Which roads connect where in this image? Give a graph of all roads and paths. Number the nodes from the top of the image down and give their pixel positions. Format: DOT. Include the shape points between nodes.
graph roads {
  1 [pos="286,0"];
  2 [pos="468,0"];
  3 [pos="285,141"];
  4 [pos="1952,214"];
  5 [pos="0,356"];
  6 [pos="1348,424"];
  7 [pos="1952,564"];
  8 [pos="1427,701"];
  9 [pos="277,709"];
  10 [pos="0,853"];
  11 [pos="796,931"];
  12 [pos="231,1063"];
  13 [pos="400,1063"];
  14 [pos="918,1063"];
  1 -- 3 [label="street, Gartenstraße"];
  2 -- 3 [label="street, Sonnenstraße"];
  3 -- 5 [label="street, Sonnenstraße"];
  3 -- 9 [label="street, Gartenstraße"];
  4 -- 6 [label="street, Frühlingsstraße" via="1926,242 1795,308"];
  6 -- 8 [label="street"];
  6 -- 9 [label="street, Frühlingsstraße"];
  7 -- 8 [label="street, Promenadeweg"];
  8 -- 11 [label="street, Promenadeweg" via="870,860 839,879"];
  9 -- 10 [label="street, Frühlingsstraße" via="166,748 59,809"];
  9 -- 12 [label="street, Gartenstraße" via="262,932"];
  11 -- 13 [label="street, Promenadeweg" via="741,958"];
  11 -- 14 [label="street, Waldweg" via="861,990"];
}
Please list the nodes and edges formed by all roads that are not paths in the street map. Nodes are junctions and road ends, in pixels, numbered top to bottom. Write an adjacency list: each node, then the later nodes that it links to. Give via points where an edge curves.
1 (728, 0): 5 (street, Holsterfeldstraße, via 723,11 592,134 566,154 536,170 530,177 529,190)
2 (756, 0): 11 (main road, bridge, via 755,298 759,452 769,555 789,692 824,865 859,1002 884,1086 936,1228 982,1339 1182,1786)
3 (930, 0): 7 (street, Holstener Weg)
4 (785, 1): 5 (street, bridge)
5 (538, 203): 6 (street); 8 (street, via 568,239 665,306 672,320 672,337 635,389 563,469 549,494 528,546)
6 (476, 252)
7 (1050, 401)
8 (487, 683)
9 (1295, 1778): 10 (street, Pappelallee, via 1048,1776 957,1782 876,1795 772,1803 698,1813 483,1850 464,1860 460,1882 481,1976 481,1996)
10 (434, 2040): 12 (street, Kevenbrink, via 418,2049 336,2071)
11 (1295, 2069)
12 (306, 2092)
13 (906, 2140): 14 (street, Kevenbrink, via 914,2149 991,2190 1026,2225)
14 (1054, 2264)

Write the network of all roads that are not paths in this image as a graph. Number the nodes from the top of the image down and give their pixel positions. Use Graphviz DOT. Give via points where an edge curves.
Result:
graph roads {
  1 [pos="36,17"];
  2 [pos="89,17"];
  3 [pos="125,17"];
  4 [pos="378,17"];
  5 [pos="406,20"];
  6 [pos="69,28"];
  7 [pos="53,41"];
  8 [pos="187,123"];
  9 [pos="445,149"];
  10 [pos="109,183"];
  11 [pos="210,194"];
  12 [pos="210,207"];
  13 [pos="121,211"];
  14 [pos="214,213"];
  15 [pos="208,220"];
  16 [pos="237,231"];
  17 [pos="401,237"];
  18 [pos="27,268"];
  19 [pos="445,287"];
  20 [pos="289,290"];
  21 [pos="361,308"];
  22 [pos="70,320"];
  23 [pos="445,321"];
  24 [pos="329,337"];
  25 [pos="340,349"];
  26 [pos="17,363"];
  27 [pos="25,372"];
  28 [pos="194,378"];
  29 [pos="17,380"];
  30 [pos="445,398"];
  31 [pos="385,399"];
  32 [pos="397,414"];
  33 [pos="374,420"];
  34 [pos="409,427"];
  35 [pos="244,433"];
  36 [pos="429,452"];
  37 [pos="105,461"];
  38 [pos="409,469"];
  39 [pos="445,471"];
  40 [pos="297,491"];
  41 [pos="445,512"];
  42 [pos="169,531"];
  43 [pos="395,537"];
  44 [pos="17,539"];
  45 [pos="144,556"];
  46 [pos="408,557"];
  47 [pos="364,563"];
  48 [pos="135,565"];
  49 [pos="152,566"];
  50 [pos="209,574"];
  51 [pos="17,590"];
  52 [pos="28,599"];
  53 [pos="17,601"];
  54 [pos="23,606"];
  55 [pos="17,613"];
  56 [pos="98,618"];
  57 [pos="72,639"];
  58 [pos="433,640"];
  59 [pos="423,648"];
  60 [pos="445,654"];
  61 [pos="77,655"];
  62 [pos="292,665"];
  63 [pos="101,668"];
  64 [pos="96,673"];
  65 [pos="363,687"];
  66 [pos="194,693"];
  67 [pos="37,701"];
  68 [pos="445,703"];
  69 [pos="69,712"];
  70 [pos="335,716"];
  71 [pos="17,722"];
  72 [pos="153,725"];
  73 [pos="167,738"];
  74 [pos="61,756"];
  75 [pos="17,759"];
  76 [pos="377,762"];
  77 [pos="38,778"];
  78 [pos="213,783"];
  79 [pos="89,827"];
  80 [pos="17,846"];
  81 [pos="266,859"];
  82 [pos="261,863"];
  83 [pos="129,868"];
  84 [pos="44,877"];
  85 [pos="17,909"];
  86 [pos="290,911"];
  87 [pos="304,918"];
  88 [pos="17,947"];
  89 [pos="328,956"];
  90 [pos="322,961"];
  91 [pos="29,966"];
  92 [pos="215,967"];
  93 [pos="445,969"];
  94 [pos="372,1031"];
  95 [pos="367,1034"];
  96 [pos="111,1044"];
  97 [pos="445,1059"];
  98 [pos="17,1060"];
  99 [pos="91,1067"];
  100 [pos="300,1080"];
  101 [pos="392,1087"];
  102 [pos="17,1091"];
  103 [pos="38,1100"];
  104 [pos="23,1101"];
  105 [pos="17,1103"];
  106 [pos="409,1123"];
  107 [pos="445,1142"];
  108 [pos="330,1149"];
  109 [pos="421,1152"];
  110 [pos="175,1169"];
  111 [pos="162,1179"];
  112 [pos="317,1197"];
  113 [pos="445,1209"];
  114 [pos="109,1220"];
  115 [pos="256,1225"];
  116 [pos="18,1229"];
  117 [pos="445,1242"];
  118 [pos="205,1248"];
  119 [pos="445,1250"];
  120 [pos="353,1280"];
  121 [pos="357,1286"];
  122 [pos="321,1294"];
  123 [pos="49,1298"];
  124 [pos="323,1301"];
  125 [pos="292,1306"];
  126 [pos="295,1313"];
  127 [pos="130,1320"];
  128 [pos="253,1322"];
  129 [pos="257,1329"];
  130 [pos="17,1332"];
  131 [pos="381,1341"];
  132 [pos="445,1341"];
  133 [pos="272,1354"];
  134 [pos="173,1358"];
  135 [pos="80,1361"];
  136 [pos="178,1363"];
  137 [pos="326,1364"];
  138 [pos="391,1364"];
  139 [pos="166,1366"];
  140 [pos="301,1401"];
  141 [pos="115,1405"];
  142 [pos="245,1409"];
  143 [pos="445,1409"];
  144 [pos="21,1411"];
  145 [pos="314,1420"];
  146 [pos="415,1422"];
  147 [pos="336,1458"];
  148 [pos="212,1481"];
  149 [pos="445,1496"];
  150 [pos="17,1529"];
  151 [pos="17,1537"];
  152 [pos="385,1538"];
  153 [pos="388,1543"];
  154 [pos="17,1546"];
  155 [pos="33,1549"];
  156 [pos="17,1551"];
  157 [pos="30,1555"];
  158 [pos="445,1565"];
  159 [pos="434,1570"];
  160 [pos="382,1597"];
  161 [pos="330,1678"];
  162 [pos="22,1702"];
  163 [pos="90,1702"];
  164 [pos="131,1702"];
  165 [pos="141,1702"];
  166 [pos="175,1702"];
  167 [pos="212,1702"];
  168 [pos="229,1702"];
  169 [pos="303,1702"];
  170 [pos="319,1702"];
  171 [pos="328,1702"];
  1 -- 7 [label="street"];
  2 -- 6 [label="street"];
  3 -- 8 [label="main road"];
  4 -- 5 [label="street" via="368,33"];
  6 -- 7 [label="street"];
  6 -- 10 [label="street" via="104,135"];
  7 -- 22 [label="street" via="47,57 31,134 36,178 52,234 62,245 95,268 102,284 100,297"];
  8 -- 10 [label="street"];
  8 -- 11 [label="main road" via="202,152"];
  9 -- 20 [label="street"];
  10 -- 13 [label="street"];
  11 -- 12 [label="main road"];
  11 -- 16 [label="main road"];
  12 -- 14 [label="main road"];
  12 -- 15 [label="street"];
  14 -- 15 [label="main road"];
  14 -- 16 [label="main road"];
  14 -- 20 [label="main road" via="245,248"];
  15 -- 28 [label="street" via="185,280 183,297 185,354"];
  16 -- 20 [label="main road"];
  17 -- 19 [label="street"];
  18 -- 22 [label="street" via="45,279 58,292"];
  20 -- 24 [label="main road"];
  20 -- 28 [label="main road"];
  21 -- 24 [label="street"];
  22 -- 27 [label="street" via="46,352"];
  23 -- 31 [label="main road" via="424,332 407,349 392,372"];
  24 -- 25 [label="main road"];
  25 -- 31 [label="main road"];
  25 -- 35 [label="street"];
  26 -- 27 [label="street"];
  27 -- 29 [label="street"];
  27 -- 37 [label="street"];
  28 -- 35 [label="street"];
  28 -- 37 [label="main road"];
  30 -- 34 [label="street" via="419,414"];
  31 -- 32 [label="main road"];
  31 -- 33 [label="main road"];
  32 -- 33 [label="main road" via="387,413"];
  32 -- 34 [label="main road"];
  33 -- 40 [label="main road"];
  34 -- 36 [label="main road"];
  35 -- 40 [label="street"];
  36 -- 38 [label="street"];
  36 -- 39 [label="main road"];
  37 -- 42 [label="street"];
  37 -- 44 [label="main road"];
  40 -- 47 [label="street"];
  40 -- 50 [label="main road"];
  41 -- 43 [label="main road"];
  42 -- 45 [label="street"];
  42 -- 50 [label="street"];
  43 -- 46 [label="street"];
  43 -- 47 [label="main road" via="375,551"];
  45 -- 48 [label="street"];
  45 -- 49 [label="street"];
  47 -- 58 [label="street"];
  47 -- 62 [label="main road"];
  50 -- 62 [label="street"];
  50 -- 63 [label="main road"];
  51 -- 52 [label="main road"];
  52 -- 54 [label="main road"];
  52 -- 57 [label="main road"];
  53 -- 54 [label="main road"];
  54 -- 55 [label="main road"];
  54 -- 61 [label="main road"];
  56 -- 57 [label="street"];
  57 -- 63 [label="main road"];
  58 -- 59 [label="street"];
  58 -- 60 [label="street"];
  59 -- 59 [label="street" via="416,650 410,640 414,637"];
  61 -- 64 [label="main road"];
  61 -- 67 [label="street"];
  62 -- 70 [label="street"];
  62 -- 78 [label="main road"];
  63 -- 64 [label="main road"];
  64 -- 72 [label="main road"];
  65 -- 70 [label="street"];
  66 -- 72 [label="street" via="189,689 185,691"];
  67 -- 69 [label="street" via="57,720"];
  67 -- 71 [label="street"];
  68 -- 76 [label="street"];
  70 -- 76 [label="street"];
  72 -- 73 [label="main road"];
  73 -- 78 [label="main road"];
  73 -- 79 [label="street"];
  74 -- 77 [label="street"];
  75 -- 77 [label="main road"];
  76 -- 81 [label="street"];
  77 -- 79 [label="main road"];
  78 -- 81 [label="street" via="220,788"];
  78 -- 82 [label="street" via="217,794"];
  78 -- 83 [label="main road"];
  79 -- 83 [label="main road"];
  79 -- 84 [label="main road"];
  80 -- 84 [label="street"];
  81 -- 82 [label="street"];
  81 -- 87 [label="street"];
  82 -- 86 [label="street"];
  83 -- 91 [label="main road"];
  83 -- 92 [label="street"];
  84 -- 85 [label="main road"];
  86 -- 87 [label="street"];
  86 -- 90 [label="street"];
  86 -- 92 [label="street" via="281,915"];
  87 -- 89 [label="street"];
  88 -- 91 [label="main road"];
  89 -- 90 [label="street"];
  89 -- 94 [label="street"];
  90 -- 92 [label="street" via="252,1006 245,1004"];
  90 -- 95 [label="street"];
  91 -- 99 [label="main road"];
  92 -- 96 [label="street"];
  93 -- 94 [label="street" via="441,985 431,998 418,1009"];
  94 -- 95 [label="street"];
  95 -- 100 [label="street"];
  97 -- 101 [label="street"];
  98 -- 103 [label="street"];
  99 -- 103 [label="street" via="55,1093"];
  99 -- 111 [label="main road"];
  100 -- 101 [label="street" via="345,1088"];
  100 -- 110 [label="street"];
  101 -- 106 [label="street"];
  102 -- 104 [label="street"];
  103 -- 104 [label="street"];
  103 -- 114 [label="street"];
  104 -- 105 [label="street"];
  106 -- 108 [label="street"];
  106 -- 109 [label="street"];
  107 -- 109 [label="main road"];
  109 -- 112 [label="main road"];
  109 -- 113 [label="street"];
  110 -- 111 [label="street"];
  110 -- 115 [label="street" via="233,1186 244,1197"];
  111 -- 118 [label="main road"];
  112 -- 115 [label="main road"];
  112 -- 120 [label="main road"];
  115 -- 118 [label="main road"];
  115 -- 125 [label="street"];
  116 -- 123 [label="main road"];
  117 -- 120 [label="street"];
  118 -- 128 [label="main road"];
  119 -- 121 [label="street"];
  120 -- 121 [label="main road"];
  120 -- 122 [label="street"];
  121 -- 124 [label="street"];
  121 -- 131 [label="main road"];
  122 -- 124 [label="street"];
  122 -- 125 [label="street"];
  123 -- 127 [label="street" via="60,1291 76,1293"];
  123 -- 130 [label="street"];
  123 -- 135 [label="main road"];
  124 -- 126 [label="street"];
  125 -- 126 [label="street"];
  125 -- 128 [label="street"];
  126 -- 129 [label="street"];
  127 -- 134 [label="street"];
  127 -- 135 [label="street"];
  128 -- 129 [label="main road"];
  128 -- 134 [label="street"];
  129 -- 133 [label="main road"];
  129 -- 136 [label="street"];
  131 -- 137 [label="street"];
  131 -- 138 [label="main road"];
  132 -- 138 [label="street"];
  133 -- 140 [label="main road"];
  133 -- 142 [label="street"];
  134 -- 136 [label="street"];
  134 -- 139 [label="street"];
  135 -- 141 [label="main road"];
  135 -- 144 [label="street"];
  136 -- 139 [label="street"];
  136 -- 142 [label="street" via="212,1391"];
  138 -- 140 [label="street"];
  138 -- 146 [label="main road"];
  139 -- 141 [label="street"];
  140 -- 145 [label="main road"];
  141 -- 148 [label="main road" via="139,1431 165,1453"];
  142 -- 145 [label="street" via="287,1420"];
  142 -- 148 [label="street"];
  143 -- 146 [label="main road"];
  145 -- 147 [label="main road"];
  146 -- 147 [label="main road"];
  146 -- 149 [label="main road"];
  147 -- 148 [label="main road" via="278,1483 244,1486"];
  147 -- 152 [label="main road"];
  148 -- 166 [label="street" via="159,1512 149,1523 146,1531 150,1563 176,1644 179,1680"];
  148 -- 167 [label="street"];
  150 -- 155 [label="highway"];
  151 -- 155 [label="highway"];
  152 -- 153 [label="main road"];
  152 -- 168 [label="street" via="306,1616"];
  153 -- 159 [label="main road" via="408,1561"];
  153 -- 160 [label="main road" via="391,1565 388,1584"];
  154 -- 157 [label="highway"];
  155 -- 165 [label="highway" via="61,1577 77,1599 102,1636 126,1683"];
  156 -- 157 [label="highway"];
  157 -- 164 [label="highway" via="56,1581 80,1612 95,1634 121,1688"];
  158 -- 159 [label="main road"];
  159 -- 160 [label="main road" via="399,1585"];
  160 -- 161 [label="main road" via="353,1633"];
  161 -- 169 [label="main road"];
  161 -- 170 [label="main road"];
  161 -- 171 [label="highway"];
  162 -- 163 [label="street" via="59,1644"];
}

○ ○ ○ ○ ○

What to produce>
Pick each line holding the word "that" out of the listing.

Output of the exercise>
Please list the nodes and edges formed by all roads that are not paths in the street map. Nodes are junctions and road ends, in pixels, numbered top to bottom. Write an adjacency list: each node, then the later nodes that it links to. Give via points where an edge curves.
Write the network of all roads that are not paths in this image as a graph. Number the nodes from the top of the image down and give their pixel positions. Use Graphviz DOT. Give via points where an edge curves.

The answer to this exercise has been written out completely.